§ ACTION ITEM:
Would you please return every line from the listing that contains the word "عنایت"?

§ RECORD EXTRACTS:
========
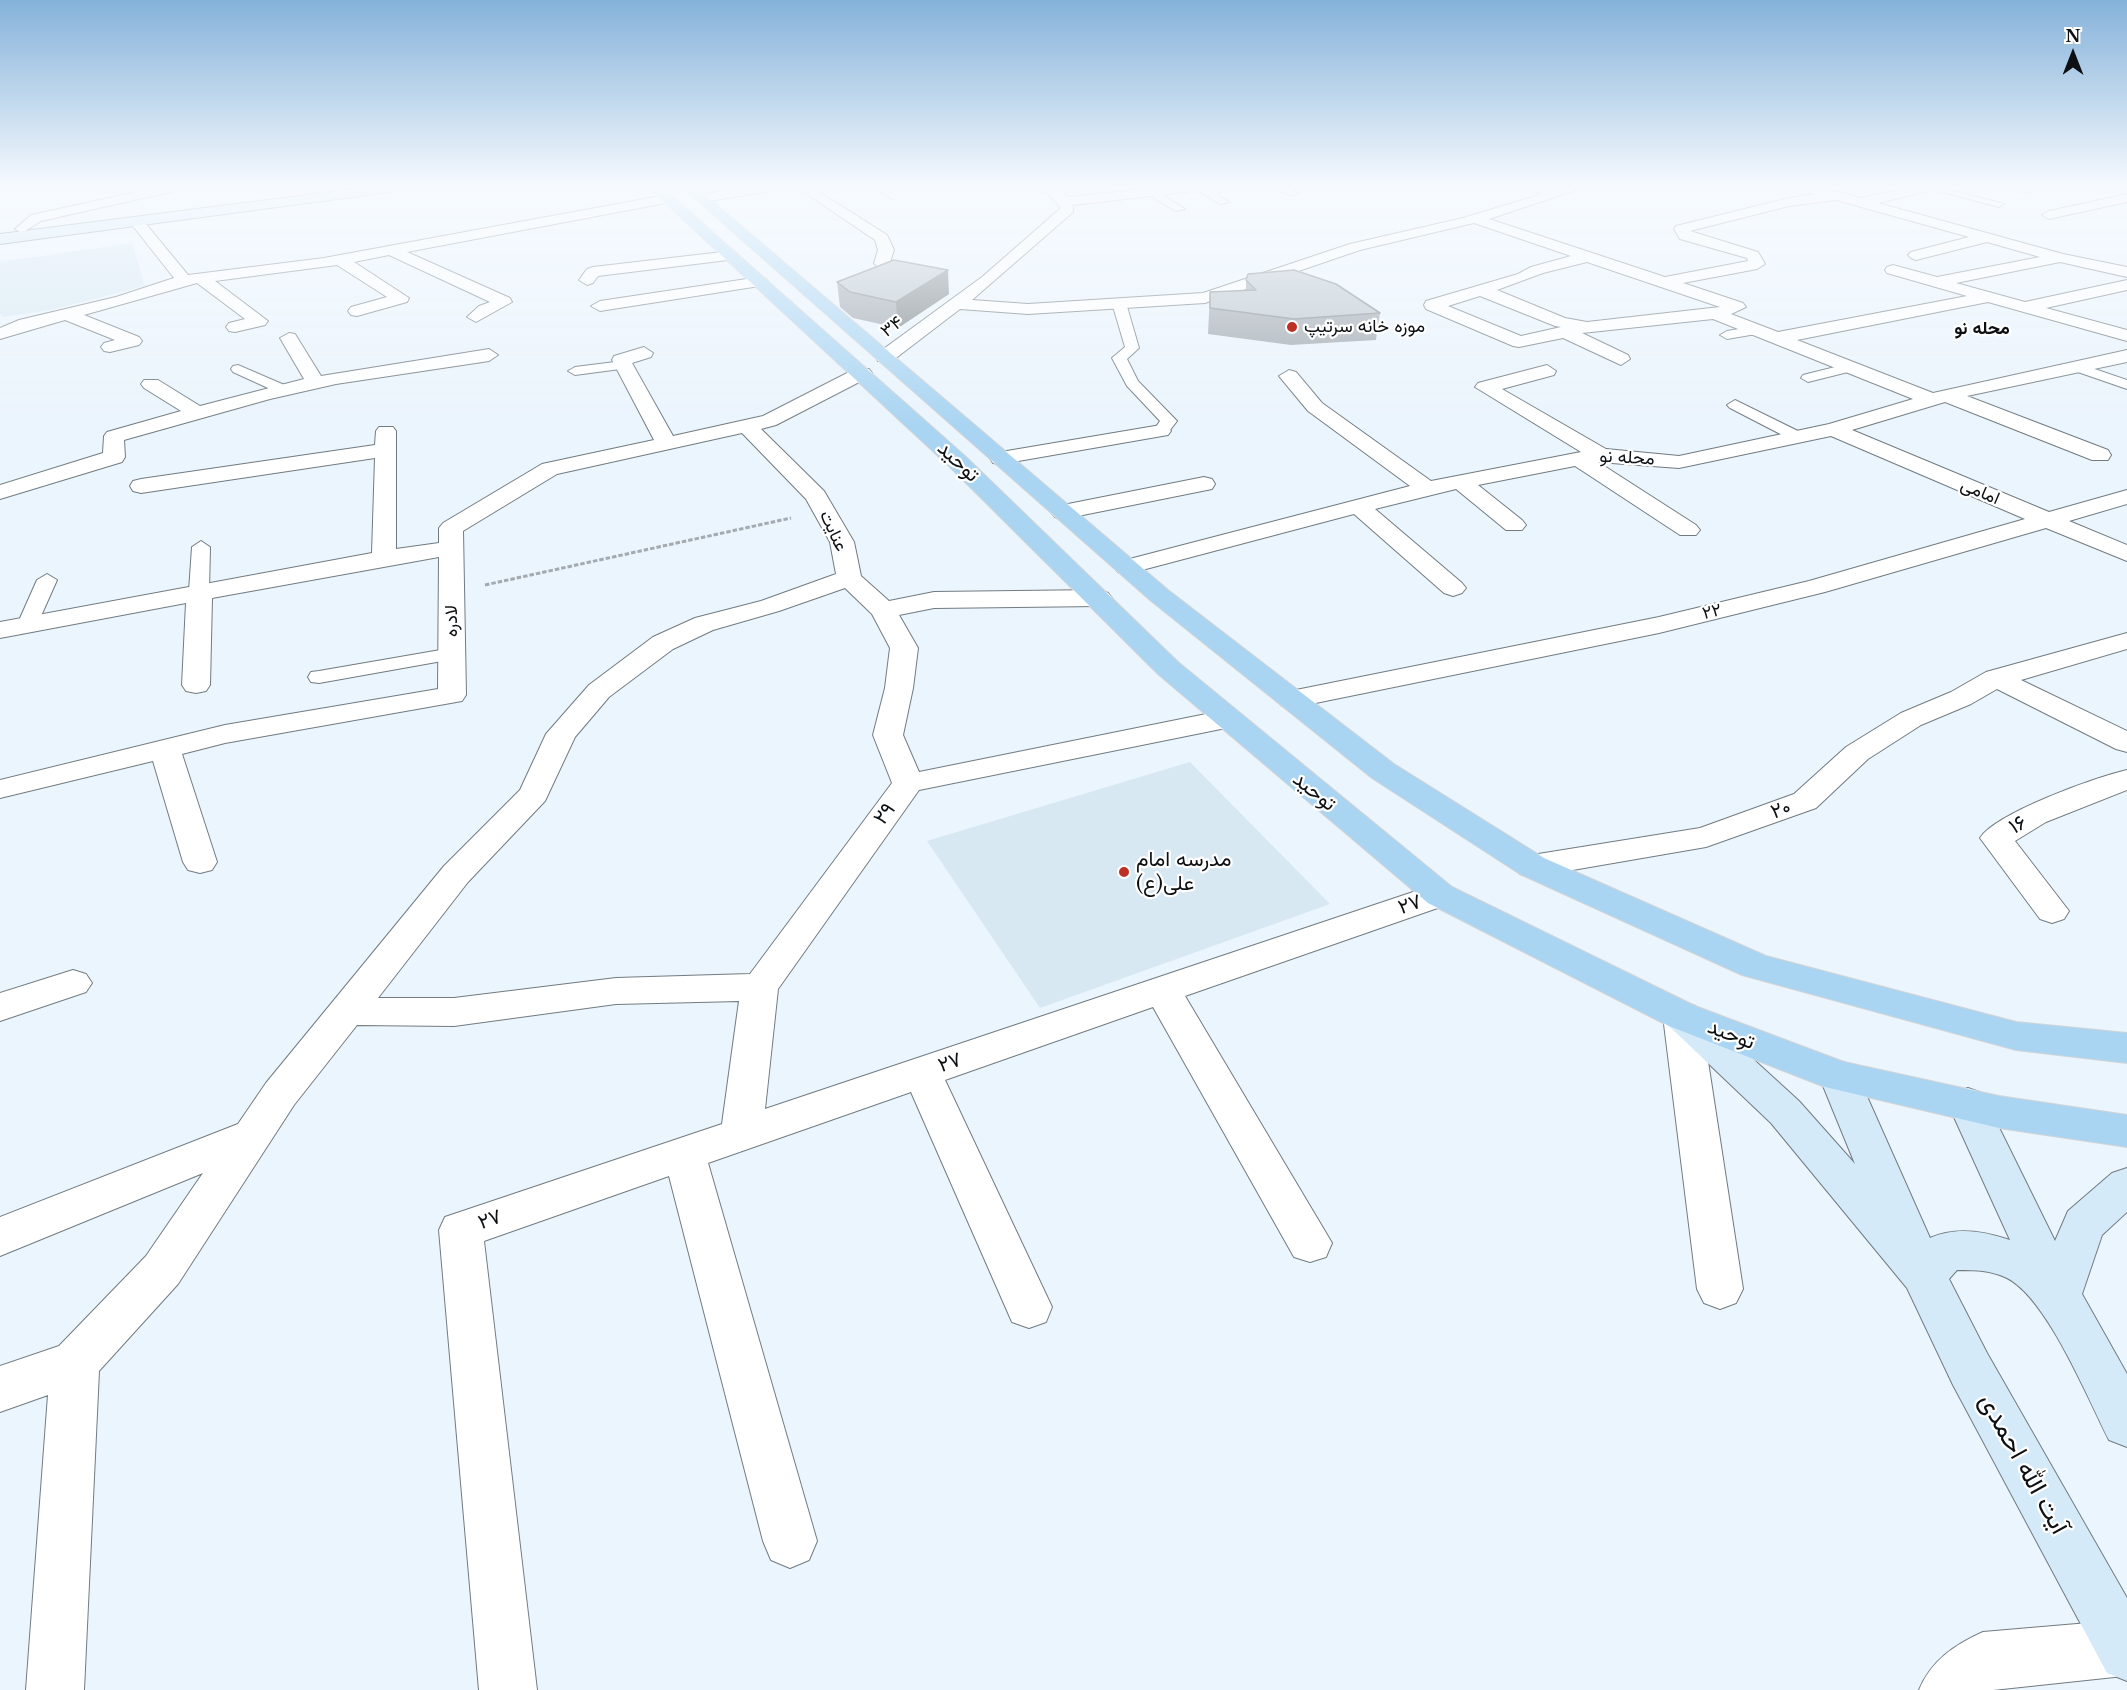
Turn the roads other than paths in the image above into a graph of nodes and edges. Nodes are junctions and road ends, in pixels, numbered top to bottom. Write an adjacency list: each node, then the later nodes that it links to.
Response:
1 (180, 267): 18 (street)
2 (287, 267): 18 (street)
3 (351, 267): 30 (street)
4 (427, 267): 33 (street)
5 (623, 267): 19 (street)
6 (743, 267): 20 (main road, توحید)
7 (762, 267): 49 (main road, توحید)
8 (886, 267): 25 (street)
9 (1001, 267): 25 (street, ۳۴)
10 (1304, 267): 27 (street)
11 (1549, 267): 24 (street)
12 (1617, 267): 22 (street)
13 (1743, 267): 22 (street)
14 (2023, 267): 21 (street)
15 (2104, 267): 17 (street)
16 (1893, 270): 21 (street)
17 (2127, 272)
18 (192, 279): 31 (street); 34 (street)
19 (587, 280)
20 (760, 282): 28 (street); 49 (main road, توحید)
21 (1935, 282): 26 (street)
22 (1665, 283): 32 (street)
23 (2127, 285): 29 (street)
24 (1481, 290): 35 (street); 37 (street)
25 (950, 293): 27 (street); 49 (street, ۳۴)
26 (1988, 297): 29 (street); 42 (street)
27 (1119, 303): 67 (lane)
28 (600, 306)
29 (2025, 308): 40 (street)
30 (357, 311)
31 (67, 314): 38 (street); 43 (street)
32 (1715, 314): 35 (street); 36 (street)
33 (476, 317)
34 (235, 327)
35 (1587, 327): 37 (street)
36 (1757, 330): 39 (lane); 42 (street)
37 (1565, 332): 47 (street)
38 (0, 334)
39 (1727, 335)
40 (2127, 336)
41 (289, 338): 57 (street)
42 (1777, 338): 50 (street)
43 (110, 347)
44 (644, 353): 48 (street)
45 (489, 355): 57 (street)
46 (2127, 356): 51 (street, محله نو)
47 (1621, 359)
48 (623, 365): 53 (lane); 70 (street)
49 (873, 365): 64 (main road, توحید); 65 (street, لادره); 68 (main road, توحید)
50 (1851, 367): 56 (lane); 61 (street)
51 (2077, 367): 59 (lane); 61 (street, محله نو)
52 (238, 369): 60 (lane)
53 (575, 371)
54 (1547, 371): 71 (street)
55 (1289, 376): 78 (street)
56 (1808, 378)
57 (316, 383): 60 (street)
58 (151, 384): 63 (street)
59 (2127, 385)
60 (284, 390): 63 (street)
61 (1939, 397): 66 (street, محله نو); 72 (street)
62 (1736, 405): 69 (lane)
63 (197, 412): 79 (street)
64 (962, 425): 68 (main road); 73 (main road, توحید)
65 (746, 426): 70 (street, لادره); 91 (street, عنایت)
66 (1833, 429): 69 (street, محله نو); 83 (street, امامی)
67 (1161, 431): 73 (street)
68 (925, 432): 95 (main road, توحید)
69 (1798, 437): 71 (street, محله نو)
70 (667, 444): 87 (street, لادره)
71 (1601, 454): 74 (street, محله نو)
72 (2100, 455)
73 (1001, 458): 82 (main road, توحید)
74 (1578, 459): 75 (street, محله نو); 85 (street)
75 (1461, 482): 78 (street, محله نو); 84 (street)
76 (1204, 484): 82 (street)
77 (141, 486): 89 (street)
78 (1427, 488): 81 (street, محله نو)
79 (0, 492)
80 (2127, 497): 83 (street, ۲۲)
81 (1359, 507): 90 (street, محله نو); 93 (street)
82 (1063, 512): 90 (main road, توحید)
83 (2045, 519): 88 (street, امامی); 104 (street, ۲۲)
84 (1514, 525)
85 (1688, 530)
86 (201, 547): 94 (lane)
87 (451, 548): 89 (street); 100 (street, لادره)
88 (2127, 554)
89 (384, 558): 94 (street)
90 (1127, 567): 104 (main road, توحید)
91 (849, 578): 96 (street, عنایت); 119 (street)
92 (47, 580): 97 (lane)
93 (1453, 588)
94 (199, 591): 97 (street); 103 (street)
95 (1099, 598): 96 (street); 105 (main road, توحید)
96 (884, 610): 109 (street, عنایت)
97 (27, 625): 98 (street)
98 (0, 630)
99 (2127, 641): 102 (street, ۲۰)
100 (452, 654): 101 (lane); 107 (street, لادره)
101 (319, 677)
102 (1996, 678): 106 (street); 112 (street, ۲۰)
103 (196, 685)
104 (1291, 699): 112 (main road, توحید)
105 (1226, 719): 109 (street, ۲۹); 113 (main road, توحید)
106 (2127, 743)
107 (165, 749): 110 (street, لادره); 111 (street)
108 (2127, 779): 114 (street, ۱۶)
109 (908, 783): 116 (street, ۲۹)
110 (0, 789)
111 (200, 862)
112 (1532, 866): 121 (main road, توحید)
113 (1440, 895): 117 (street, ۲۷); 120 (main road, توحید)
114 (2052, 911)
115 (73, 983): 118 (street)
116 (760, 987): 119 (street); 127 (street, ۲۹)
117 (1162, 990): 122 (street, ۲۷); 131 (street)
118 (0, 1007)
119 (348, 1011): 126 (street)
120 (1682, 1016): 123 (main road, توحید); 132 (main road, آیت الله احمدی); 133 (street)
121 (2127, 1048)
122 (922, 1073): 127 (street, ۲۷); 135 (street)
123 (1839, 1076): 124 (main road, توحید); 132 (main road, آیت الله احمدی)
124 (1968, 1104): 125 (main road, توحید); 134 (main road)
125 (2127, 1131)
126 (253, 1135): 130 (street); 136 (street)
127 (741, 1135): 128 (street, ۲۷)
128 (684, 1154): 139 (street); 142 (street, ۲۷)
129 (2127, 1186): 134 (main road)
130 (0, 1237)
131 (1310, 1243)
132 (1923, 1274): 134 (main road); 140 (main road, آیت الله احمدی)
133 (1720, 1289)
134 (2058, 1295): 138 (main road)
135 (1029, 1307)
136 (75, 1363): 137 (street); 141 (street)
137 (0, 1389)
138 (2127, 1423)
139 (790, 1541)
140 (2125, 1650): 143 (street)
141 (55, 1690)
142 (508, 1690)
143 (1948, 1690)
========
§ RESULT:
65 (746, 426): 70 (street, لادره); 91 (street, عنایت)
91 (849, 578): 96 (street, عنایت); 119 (street)
96 (884, 610): 109 (street, عنایت)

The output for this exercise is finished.